Work order ▸ Pull out each line of the records holding the string "positions".

Collected data ▸
= Beginning of Section =

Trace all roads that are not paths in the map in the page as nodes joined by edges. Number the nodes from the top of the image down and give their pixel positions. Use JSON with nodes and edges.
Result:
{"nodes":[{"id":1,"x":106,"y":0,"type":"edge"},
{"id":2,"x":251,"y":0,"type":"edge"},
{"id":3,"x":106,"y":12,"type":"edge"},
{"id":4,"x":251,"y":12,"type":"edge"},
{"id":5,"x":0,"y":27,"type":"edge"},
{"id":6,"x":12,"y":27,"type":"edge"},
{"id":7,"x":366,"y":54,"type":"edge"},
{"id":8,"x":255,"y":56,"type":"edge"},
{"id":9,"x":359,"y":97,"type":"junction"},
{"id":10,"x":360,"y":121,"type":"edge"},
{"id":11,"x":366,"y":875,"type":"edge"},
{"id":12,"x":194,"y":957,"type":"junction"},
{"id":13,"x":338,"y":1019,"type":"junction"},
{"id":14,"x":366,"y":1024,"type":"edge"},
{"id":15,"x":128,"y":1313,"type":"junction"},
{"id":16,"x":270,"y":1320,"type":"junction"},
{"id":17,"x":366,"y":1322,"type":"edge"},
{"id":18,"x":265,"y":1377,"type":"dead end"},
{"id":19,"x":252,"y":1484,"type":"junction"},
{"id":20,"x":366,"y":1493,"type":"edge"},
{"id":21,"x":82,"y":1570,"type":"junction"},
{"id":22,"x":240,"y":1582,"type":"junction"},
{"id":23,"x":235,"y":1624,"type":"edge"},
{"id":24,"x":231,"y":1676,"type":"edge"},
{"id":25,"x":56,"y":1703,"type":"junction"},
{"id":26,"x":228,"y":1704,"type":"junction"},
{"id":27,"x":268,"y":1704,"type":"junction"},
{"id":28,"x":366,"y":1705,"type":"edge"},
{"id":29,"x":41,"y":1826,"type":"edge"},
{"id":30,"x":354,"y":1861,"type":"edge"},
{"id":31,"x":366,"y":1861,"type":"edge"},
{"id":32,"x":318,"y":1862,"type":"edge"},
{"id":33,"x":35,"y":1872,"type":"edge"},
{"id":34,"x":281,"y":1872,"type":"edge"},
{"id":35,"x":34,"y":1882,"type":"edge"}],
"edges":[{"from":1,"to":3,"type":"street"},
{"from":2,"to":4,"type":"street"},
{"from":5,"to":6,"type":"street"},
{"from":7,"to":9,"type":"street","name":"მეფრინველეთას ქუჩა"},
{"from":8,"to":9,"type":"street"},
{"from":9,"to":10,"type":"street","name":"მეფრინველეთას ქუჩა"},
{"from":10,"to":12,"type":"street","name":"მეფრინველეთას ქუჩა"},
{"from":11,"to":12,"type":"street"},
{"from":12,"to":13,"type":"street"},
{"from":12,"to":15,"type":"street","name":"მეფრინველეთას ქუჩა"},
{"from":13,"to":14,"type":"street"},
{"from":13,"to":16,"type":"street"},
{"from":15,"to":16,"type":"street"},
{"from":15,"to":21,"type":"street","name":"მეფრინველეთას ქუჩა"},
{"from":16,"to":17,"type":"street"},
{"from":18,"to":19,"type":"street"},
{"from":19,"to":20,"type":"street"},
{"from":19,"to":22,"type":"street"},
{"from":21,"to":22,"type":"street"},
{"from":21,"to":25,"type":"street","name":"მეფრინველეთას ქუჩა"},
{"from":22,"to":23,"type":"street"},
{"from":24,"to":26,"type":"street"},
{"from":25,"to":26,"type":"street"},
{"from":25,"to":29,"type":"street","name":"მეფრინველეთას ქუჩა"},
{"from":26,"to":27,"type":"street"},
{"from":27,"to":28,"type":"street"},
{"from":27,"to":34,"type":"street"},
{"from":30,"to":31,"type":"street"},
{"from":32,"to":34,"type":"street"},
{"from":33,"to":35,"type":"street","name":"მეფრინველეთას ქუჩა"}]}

= End of Section =
= Beginning of Section =

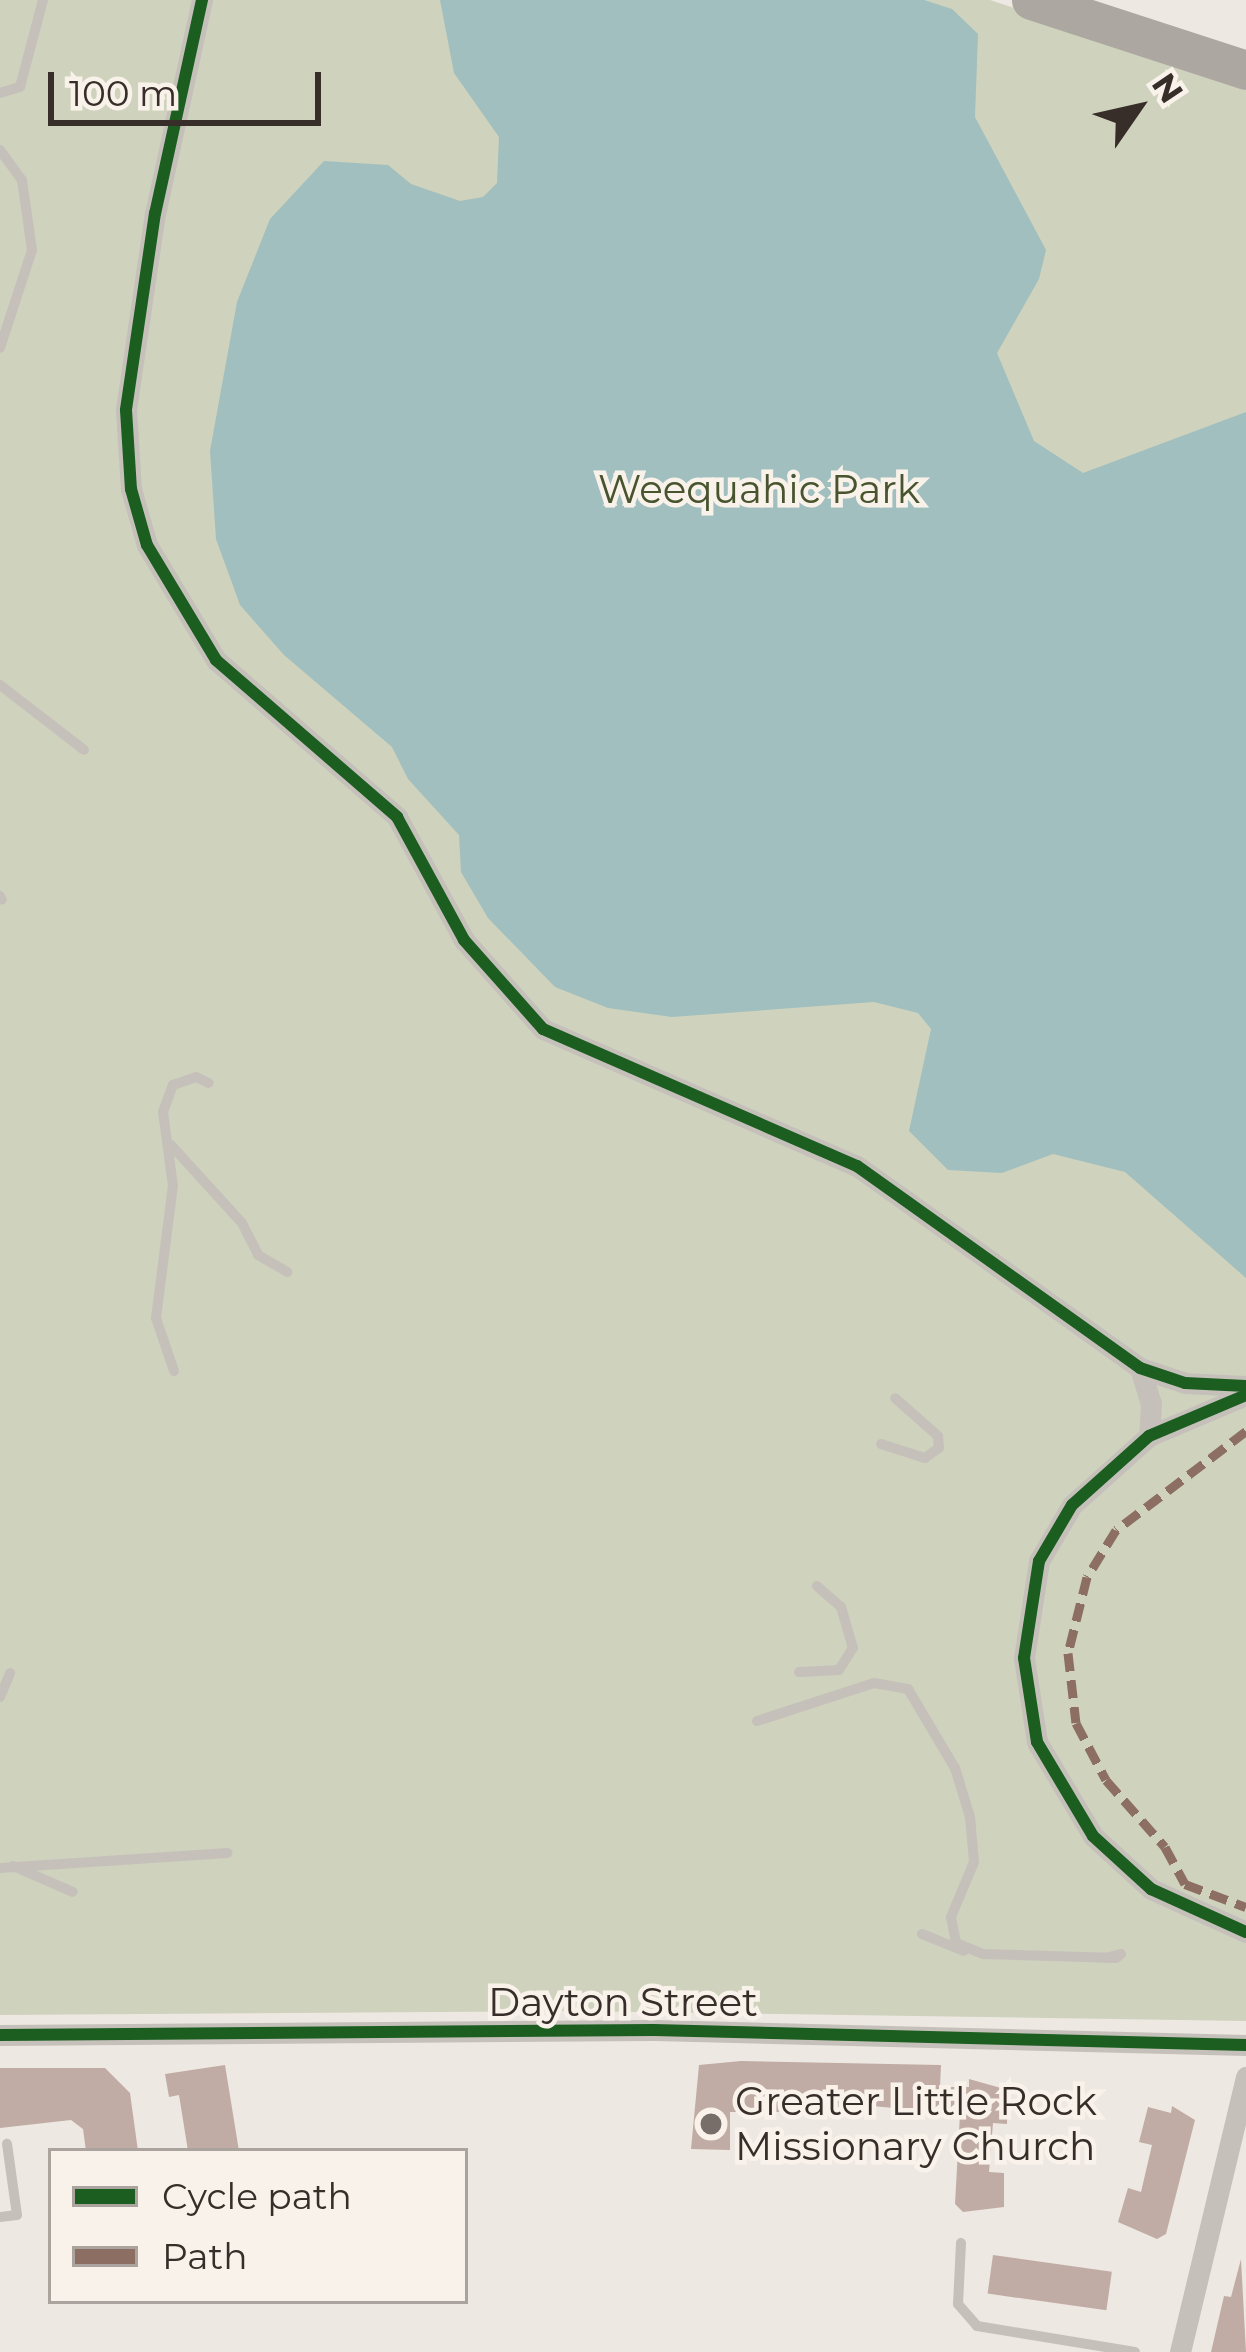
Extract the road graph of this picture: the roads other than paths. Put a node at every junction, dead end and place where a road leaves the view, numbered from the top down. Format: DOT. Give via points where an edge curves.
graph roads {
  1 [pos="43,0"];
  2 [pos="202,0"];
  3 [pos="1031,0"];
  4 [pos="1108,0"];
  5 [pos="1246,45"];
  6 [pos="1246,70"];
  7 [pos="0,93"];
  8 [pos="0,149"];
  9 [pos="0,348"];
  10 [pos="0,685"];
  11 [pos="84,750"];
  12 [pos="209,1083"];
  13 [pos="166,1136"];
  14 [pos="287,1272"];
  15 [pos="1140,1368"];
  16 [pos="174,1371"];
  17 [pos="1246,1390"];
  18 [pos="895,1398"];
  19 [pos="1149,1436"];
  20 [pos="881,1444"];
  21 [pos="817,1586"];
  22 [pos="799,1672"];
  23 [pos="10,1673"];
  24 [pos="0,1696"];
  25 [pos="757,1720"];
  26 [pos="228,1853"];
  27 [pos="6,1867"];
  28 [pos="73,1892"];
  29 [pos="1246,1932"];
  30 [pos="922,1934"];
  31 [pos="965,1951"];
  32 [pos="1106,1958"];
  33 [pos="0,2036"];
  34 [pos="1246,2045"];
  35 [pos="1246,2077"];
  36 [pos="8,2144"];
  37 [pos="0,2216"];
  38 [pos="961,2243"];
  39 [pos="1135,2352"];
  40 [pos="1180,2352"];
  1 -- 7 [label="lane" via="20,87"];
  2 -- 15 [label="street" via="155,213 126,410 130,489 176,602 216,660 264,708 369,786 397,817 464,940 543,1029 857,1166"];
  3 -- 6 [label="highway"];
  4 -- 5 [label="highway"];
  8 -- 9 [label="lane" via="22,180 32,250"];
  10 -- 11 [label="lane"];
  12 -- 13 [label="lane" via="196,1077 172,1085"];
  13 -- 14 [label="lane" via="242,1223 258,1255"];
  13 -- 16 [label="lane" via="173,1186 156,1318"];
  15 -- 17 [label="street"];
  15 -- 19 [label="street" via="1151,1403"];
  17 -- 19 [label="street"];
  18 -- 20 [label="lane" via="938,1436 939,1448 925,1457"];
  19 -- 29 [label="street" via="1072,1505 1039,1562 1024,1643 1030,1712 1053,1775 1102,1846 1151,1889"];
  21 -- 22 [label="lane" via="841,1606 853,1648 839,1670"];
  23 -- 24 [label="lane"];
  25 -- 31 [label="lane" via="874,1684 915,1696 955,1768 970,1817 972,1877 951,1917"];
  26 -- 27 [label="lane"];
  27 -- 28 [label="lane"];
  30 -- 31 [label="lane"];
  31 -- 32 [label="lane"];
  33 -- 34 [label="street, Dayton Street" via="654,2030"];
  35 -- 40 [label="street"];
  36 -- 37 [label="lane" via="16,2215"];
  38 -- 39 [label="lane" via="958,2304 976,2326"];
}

= End of Section =
= Beginning of Section =

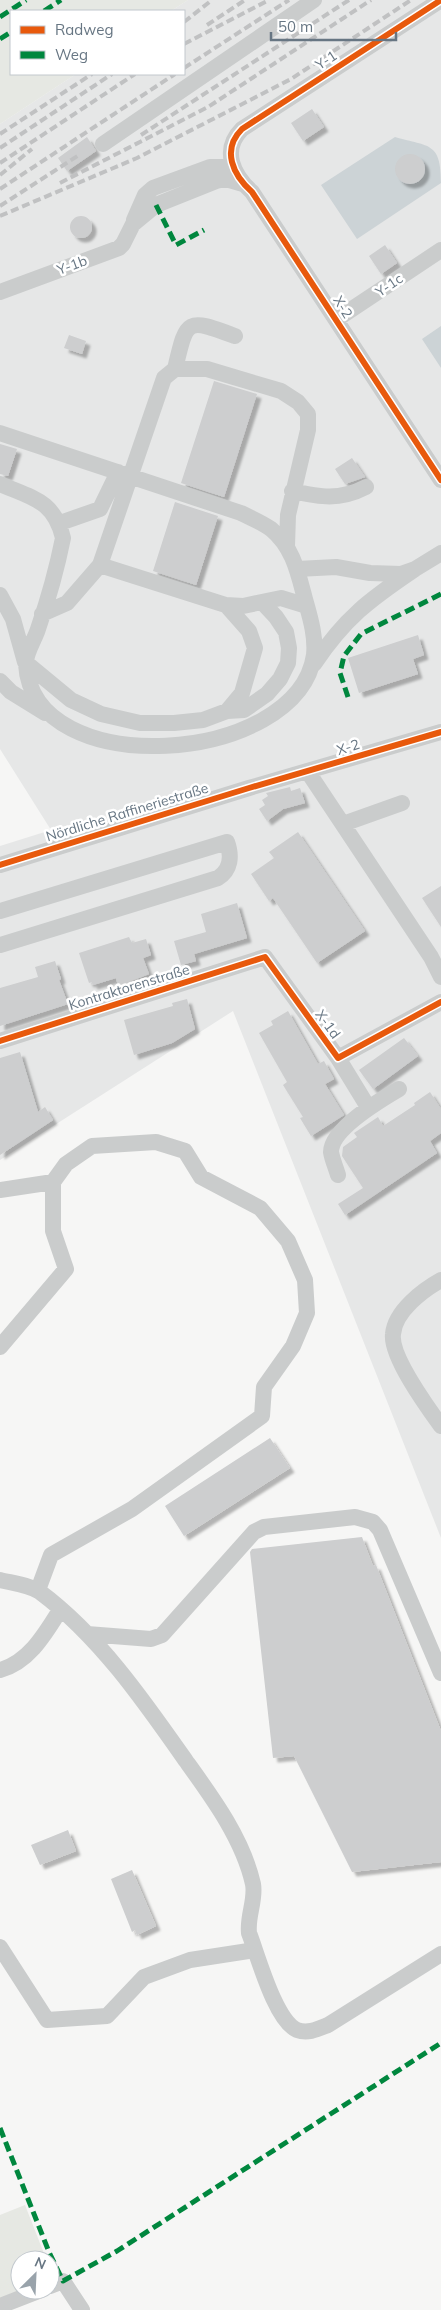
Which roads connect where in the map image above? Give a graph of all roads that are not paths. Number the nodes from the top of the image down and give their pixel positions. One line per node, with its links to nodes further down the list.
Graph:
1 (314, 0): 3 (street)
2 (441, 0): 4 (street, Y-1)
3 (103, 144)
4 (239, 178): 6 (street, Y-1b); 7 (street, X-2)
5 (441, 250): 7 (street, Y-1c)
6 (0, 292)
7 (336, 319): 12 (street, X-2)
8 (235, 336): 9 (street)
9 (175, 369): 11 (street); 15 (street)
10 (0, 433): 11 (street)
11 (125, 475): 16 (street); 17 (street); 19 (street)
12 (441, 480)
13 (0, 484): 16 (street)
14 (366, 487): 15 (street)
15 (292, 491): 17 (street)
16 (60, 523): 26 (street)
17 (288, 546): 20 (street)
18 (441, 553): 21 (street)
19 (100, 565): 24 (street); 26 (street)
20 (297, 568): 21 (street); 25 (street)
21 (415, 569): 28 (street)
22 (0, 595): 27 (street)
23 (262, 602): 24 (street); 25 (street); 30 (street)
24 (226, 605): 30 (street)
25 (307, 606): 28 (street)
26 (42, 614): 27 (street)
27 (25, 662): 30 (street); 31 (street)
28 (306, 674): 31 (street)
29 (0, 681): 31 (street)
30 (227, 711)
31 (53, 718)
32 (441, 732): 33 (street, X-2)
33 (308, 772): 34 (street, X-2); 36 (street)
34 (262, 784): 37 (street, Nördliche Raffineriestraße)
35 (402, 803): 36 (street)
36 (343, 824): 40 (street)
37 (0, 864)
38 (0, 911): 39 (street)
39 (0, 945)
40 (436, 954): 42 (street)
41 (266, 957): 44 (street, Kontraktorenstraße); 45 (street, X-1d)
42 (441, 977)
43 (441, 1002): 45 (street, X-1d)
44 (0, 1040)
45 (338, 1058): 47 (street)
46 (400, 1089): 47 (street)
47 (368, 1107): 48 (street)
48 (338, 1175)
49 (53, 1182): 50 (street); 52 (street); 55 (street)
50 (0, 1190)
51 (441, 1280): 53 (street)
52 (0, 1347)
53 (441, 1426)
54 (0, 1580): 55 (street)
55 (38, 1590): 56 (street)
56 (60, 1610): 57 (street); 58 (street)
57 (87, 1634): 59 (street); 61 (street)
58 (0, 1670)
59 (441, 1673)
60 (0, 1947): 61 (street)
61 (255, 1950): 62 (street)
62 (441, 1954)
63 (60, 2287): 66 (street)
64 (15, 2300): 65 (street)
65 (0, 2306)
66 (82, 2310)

= End of Section =

Solved exercise ▸
Trace all roads that are not paths in the map in the page as nodes joined by edges. Number the nodes from the top of the image down and give their pixel positions. Use JSON with nodes and edges.
Which roads connect where in the map image above? Give a graph of all roads that are not paths. Number the nodes from the top of the image down and give their pixel positions. One line per node, with its links to nodes further down the list.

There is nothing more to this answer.